And I guess our documentation should always quote from the linked documentation or even include screenshots of relevant sections. That should be covered by the Zitatrecht and brings a number of advantages (it's an additional way to archive the content, DPAs don't have to click on links in that case, we can make it more clear which part of a—potentially long—documentation site we're actually referring to.
Despite all this, I would really still prefer to have the tracker research documentation in a git repo.

baltpeter commented 10 months ago

Maybe a better solution would be to have the documentation in the TrackHAR repo with a structure like this:

tracker-documentation
- singular-net
  - v.md
  - av.md
  - _index.md
- other-tracker-api-v2
  - prop1.md
  - prop2.md

Such that:

Every page of the final rendered documentation gets its own folder (can either be for a tracker as a whole, e.g. singular-net, or for a specific adapter, e.g. other-tracker-api-2).
Inside that folder, each property we document gets its own file. If we want an introductory section, that gets an _index.md. Actually, we probably always want that for the frontmatter.
In the reasoning field, we then reference the Markdown file (e.g. singular-net/v).
We can write a build script that glues the sections for each page together in tracker-wiki
Also in tracker-wiki, it's easy for us to produce the correct links for the reasoning, e.g. singular-net/v.md becomes <base URL>/singular-net#v.

And in the complaints, we can easily paste the relevant section from the Markdown.
We could write another script that deals with the archiving and turns links into some custom shortcode-like thing that includes both the original and all archived links (which enables the script to tell which links have already been archived).
We should be able to use something like https://frontmatter.codes/ to make editing the Markdown files (and especially inserting screenshots) less of a pain.
We'd also need a precommit+CI check that ensure that all documents referenced in a reasoning actually exists.

baltpeter commented 10 months ago

Another question: If we have a property that has an obvious name or obvious observed values, is it okay to just specify the reasoning accordingly or should we still reference external documentation if it exists?

For example, in https://github.com/tweaselORG/TrackHAR/issues/16 I found https://support.singular.net/hc/en-us/articles/360048588672-Server-to-Server-S2S-API-Endpoint-Reference, which is a super helpful reference of pretty much all properties singular.net uses. So, I went back and updated all properties that I had previously declared as obvious. Now, clearly having explicit documentation from the tracker is better but this also creates a lot more work for us.

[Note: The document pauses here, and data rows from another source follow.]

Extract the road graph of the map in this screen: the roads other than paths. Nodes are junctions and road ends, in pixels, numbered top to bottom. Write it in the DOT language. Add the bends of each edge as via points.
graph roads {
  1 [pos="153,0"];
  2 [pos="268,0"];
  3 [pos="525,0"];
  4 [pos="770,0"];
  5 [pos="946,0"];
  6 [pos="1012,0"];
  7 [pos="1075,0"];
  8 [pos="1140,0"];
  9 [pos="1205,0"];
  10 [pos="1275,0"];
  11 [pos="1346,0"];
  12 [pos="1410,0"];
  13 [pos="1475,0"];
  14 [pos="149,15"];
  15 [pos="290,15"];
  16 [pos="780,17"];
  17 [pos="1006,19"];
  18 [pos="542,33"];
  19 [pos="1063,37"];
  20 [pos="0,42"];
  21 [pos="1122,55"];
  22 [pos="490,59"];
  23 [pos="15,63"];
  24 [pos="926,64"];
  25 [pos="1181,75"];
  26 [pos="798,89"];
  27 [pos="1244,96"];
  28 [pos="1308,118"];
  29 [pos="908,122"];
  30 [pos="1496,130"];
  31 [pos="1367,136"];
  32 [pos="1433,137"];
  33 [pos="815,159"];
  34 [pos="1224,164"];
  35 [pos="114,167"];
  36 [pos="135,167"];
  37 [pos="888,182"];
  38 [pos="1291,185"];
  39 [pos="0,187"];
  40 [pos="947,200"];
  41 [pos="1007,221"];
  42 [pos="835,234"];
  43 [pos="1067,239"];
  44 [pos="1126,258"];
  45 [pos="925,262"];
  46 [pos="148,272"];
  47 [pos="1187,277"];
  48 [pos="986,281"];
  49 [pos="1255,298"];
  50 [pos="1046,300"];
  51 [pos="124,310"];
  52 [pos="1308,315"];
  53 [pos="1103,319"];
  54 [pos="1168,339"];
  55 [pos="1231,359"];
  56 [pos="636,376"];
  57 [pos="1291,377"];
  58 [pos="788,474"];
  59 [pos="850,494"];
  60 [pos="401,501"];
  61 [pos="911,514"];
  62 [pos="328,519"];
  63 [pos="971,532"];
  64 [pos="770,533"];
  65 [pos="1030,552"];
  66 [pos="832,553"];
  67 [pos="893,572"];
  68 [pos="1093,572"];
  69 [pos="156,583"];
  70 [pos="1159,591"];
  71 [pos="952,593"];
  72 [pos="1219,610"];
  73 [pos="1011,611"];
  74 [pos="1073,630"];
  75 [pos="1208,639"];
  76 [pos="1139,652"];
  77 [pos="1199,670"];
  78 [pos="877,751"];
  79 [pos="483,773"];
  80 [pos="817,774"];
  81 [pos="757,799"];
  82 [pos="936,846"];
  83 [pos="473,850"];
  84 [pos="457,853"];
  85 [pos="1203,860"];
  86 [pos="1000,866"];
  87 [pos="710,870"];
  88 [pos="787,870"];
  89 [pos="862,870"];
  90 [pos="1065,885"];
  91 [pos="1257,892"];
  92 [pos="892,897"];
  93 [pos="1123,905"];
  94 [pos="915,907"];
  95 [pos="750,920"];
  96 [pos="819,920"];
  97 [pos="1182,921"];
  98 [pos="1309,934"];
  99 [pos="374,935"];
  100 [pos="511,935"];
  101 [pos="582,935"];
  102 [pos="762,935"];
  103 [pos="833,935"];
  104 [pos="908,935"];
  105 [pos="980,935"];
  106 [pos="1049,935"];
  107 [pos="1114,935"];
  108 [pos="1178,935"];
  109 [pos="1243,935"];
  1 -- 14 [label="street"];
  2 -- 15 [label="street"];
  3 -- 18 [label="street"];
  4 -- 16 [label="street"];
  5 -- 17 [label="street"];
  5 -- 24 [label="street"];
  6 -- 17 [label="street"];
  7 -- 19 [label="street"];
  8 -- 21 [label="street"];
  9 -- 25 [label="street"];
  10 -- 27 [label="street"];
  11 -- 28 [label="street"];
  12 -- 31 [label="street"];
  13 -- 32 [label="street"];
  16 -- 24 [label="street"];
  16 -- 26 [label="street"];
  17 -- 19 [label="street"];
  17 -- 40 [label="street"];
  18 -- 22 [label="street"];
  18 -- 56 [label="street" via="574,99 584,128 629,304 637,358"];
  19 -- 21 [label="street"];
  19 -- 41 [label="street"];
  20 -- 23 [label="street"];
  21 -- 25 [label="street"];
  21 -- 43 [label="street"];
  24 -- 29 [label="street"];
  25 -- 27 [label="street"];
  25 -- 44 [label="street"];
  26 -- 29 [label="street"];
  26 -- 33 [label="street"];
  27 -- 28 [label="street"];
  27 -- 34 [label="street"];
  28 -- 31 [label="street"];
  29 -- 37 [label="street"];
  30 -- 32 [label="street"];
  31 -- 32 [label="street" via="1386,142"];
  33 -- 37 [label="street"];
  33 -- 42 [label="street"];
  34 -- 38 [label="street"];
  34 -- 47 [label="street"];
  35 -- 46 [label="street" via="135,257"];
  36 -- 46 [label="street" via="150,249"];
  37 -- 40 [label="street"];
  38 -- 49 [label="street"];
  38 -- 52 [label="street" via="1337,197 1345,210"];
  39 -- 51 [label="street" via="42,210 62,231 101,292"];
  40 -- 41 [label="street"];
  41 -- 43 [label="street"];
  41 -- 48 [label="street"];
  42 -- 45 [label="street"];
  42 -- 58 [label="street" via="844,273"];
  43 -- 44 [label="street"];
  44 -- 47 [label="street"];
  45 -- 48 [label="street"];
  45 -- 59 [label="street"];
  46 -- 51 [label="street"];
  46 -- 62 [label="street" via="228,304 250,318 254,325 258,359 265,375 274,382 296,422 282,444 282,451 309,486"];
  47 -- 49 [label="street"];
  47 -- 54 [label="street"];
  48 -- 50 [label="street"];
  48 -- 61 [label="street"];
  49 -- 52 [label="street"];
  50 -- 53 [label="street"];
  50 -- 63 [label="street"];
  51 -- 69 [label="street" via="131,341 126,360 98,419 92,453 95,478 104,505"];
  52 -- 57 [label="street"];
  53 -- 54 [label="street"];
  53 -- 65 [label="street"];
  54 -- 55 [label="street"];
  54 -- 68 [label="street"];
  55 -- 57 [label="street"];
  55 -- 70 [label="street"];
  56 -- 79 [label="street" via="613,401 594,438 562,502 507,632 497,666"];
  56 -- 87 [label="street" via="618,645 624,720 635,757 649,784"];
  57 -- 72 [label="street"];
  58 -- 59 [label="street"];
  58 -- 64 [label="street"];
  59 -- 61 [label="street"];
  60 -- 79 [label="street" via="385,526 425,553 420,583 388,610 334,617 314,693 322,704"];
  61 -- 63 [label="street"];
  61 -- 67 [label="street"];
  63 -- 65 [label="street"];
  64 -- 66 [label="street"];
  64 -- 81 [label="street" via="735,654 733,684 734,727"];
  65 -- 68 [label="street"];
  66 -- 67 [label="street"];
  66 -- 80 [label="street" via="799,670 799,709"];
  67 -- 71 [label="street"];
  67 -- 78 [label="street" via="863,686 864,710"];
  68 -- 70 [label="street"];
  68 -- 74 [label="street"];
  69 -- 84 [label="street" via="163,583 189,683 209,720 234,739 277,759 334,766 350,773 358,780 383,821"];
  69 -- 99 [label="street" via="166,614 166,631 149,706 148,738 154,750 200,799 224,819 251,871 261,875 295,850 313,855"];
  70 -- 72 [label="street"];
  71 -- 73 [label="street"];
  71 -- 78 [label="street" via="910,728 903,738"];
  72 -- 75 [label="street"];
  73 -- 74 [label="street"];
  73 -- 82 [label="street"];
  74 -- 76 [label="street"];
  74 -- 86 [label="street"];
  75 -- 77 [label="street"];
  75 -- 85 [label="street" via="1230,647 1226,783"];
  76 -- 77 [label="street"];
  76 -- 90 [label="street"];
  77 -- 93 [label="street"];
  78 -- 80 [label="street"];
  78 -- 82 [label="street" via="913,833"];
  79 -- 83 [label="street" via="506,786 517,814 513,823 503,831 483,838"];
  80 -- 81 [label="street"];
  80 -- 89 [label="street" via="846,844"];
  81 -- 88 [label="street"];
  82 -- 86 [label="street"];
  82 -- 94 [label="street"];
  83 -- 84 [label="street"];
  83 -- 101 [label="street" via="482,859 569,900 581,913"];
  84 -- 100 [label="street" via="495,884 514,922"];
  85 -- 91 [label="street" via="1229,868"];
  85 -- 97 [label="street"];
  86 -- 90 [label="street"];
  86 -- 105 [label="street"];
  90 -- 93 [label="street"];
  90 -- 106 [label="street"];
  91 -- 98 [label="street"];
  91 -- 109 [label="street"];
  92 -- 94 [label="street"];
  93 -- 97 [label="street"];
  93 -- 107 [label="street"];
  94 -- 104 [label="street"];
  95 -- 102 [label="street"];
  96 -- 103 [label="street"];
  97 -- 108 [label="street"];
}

And further: If we do decide that we should prefer the official documentation if available, does that mean that we should always try to seek it out? I.e.: If I discover a property in requests and am able to discern what it means based on the name or values, should I still try and find official documentation for (if I haven't otherwise found such documentation yet)? Or is it okay to specify obvious x and only update that if I do happen to find official documentation later?

We should decide on a guideline on how to handle that (and document that in TrackHAR's contrib section).

baltpeter commented 10 months ago

And one more: If I do find a list like in the singular.net case, should I add properties to the adapter that are listed there but that we haven't observed in any of our requests (yet)?

I haven't done that for the singular.net adapter. I'm not sure, but it feels kinda wrong to do that. I definitely appreciate that we're now cross-referencing our adapters with official documentation, but to me it feels better to not rely entirely on that and only include properties that we have actually been able to confirm ourselves.

baltpeter commented 10 months ago

I am having second thoughts about pasting our documentation into the complaints, and always writing our own documentation even if it essentially just references the official documentation:

We will need to translate the complaints. If we want to paste this documentation into them, we will have a ridiculous amount of free-form text to translate.

Having only a few predefined reasonings and a link otherwise is obviously a lot, looot easier.
Producing our own documentation for each property that is already documented is a lot more work than I expected. And it's very boring and repetitive work that feels entirely pointless as a bonus.

I will continue doing that for the adapter in https://github.com/tweaselORG/TrackHAR/issues/16, though until we have decision. I can always change it back later.

zner0L commented 10 months ago

These are just my raw thoughts, I think we should have a call on that and split your comment up into several smaller issues.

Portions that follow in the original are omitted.